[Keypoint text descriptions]
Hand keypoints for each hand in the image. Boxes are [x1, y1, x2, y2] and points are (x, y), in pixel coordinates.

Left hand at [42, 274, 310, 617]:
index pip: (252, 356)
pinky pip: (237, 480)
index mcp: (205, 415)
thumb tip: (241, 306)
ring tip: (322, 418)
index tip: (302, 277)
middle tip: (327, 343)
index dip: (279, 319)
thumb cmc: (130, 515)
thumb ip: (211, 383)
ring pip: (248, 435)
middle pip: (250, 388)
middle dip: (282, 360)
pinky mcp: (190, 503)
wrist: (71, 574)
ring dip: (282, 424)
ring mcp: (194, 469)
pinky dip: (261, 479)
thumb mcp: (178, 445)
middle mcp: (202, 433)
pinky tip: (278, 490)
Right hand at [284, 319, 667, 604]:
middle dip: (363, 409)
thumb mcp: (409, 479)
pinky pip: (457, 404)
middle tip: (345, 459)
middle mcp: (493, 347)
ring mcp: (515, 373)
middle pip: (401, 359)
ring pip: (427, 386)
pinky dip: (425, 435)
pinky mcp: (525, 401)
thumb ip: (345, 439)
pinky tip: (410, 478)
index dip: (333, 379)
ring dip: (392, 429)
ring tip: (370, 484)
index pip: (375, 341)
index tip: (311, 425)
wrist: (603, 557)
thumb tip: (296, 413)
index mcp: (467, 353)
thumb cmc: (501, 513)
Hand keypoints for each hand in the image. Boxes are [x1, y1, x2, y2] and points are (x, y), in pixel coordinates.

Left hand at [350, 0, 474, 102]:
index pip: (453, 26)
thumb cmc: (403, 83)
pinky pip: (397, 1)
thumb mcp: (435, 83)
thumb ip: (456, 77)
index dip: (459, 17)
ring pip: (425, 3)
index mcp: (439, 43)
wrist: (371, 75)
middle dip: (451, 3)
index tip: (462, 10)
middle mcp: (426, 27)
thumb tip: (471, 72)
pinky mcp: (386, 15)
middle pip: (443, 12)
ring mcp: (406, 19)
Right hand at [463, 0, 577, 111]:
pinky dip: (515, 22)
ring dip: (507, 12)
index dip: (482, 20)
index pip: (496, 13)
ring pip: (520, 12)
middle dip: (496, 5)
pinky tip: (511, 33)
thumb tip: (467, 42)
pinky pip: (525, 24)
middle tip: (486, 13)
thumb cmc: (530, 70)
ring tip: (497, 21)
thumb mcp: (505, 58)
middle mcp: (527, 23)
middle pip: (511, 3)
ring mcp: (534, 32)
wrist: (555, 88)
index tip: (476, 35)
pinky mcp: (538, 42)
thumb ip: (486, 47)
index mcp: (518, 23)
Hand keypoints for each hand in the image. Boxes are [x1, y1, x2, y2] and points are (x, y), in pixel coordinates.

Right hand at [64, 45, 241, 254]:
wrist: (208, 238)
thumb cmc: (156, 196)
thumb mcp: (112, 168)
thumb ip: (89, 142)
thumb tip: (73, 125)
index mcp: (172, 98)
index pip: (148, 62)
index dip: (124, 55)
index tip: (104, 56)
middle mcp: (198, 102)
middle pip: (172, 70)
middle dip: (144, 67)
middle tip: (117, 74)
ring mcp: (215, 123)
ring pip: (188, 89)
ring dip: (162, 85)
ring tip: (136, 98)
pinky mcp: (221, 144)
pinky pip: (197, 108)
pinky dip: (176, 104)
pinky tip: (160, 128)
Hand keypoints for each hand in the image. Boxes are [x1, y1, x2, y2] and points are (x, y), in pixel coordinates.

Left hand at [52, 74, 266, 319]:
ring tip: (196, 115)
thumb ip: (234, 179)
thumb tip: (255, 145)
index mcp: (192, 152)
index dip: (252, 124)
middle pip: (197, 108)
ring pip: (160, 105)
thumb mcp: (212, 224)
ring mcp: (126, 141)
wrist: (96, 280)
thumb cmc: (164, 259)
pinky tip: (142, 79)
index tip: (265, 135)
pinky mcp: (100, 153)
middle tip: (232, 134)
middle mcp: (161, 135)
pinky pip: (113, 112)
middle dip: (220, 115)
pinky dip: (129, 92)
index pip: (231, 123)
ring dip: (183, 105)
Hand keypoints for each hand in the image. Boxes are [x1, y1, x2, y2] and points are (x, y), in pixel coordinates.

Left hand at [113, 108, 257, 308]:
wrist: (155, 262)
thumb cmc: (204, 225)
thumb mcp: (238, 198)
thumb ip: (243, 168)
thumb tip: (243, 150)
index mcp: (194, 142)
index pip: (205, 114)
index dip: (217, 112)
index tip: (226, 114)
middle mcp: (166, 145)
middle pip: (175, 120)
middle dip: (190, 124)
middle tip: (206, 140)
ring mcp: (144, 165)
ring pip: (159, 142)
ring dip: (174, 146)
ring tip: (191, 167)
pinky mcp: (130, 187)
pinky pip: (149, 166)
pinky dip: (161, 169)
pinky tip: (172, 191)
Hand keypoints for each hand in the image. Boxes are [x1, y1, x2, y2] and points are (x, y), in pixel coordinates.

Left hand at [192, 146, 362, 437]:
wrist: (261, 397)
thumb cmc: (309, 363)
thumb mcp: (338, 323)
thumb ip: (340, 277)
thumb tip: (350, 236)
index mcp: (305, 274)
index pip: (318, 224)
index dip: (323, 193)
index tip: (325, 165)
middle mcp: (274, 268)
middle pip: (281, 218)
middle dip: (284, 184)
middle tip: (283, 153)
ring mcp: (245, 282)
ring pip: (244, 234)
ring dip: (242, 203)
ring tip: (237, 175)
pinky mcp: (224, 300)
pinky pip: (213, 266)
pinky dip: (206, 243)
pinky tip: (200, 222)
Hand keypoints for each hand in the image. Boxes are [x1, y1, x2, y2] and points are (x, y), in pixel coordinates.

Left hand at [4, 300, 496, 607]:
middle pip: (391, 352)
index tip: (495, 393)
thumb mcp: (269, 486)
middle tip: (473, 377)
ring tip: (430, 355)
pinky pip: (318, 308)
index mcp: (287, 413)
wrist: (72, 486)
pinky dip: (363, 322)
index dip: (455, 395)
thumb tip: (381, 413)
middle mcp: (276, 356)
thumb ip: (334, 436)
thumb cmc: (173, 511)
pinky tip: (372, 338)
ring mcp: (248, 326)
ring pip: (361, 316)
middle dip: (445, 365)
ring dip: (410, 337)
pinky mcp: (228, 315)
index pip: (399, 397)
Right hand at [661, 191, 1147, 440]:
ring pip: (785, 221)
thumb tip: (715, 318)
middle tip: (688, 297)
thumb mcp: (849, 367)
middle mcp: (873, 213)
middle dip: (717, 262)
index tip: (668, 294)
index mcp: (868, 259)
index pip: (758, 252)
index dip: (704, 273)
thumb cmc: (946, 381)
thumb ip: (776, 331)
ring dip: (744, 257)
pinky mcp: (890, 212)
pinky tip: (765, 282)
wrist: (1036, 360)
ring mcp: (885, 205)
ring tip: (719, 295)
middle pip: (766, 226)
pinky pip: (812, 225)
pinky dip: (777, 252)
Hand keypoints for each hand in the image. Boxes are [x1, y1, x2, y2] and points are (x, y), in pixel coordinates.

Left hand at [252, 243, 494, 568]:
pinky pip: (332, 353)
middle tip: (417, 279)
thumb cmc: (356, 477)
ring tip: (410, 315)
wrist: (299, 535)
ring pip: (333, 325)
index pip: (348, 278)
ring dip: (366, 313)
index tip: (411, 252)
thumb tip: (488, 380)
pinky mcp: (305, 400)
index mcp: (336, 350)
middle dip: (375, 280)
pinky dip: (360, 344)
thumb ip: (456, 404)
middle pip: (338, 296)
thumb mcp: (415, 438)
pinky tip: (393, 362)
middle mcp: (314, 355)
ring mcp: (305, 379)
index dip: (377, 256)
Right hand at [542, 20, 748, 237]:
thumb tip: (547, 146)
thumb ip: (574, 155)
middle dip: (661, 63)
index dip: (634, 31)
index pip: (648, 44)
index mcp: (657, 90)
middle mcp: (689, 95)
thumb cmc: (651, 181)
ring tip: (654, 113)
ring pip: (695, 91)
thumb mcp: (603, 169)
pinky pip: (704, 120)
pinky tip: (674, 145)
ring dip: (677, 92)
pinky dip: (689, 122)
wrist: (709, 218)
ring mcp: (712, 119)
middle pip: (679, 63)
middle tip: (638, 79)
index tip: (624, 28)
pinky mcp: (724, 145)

Work order:
Report all lines in the records that include the string "wrist".

Result for this task:
wrist: (71, 574)
wrist: (603, 557)
wrist: (371, 75)
wrist: (555, 88)
wrist: (208, 238)
wrist: (96, 280)
wrist: (155, 262)
wrist: (261, 397)
wrist: (72, 486)
wrist: (1036, 360)
wrist: (299, 535)
wrist: (709, 218)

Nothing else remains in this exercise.